A homolog of the serum response factor (SRF) has been isolated from Dictyostelium discoideum and its function studied by analyzing the consequences of its gene disruption. The MADS-box region of Dictyostelium SRF (DdSRF) is highly conserved with those of the human, Drosophila and yeast homologs. srfA is a developmentally regulated gene expressed in prespore and spore cells. This gene plays an essential role in sporulation, since its disruption leads to abnormal spore morphology and loss of viability. The mutant spores are round and cellulose deposition seems to be partially affected. Initial prestalk and prespore cell differentiation does not seem to be compromised in the mutant since the expression of several cell-type-specific markers were found to be unaffected. However, the mRNA level of the spore marker spiA is greatly reduced. Activation of the cAMP-dependent protein kinase (PKA) by 8-Br-cAMP is not able to fully bypass the morphological defects of srfA- mutant spores, although this treatment induces spiA mRNA expression. These results suggest that DdSRF is required for full maturation of spores and participates in the regulation of the expression of the spore-coat marker spiA and probably other maturation genes necessary for proper spore cell differentiation (Escalante, 1998).

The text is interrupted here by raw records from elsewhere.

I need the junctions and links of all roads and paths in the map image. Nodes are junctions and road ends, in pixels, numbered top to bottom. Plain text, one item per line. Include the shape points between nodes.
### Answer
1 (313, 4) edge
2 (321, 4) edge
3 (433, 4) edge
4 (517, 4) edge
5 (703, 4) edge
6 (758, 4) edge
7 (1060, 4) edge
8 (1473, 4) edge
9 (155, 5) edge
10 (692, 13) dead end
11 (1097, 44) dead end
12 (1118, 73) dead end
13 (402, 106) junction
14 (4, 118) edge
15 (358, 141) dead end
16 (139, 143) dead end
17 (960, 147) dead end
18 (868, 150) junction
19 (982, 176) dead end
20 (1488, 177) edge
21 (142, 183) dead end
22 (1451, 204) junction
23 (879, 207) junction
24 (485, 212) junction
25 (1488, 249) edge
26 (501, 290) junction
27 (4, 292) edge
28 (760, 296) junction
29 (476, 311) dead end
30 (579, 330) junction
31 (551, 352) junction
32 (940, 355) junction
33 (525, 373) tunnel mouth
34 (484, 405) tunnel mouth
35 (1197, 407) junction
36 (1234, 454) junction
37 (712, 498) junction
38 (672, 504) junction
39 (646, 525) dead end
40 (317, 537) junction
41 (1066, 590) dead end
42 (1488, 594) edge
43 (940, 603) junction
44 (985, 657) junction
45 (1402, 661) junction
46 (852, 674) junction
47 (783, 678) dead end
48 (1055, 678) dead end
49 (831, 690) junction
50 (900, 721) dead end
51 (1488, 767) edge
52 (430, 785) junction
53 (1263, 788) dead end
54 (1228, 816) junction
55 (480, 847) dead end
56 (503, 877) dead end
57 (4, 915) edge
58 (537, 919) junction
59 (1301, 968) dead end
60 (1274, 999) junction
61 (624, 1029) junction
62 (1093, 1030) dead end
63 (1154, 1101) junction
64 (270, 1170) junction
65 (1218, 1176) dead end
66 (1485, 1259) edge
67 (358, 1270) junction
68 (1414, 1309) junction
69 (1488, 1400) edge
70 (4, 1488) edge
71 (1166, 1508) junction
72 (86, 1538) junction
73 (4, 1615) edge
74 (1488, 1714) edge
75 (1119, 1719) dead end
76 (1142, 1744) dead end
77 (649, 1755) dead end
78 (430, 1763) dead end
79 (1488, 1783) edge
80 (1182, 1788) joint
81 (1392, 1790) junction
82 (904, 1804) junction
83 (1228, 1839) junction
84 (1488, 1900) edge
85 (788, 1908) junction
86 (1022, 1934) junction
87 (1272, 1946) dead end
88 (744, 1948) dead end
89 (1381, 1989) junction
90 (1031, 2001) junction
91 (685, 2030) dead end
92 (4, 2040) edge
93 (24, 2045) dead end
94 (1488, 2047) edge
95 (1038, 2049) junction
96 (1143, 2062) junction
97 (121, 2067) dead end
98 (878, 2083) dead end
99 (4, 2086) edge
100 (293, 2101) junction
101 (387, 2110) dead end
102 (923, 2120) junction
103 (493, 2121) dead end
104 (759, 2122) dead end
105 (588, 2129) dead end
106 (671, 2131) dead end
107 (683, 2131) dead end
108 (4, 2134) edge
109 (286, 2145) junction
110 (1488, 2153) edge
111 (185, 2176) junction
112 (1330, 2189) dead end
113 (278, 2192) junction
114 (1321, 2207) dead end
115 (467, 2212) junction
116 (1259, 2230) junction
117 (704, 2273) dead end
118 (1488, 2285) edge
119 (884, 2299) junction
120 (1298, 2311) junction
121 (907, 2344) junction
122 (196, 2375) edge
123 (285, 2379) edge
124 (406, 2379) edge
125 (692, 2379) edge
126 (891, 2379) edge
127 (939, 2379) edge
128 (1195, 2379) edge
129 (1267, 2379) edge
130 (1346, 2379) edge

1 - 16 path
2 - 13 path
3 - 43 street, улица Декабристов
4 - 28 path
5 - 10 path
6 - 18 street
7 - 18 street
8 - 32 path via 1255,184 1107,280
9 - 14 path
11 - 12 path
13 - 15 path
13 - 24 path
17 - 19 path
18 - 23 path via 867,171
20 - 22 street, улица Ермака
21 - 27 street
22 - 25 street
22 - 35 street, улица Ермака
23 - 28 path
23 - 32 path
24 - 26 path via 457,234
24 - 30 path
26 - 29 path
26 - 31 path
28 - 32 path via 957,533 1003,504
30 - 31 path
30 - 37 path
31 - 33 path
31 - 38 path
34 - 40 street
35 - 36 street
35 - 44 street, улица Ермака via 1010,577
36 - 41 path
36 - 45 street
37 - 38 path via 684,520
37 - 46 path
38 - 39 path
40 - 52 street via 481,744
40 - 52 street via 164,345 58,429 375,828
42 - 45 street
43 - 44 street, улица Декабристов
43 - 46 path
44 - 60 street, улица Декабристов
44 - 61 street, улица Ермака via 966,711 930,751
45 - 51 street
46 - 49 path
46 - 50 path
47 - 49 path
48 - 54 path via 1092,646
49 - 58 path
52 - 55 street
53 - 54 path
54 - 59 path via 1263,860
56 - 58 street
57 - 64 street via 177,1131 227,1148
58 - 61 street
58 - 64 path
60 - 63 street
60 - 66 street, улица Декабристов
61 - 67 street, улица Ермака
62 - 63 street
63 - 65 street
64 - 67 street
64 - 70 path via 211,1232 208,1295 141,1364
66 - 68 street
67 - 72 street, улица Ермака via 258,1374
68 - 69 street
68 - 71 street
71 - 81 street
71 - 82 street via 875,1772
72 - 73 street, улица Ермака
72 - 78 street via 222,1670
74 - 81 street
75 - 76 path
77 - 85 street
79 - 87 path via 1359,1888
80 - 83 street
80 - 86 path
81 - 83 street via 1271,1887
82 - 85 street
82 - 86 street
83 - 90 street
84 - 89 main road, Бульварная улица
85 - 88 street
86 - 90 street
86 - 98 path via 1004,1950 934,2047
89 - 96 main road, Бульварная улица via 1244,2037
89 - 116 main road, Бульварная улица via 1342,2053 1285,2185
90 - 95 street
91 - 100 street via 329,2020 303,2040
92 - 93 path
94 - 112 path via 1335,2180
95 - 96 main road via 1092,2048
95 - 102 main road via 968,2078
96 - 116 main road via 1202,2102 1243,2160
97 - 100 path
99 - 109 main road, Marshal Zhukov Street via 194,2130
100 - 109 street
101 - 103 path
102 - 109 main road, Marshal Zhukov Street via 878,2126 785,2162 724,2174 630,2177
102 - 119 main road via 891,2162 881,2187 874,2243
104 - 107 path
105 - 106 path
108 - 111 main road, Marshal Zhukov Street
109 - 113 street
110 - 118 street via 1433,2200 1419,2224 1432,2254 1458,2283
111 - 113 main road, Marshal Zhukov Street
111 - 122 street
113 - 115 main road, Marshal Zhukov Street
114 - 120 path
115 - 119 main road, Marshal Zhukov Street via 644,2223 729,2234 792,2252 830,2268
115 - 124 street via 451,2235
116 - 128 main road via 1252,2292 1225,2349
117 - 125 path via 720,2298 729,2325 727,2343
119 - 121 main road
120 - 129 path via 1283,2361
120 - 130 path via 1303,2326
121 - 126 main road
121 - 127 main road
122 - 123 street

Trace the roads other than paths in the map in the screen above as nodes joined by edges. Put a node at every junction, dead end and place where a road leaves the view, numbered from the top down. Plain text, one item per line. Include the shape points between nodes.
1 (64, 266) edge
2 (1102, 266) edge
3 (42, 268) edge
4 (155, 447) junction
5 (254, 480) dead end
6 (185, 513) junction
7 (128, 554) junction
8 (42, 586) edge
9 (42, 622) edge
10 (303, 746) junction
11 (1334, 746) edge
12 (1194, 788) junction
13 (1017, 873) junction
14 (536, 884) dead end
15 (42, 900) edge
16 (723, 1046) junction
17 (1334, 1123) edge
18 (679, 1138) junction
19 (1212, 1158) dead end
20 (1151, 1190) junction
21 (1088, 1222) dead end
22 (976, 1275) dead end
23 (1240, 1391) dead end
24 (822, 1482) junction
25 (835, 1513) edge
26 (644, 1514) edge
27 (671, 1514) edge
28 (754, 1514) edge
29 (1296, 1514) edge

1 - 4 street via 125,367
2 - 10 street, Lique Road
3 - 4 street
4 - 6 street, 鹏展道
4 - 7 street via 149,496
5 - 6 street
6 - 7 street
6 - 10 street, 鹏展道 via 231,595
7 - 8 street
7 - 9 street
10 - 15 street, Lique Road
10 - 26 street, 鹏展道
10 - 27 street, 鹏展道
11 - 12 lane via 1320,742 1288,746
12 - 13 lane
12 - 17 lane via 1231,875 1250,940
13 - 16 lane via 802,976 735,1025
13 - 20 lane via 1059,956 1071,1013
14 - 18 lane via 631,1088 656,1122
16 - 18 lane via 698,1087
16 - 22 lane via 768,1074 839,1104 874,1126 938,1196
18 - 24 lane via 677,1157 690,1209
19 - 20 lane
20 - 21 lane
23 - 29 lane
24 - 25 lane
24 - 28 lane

Myogenic regulatory factors (MRFs) are required for mammalian skeletal myogenesis. In contrast, bodywall muscle is readily detectable in C. elegans embryos lacking activity of the lone MRF ortholog HLH-1, indicating that additional myogenic factors must function in the nematode. Two additional C. elegans proteins, UNC-120/SRF and HND-1/HAND, can convert naive blastomeres to muscle when overproduced ectopically in the embryo. In addition, genetic null mutants were used to demonstrate that both of these factors act in concert with HLH-1 to regulate myogenesis. Loss of all three factors results in embryos that lack detectable bodywall muscle differentiation, identifying this trio as a set that is both necessary and sufficient for bodywall myogenesis in C. elegans. In mammals, SRF and HAND play prominent roles in regulating smooth and cardiac muscle development. That C. elegans bodywall muscle development is dependent on transcription factors that are associated with all three types of mammalian muscle supports a theory that all animal muscle types are derived from a common ancestral contractile cell type (Fukushige, 2006).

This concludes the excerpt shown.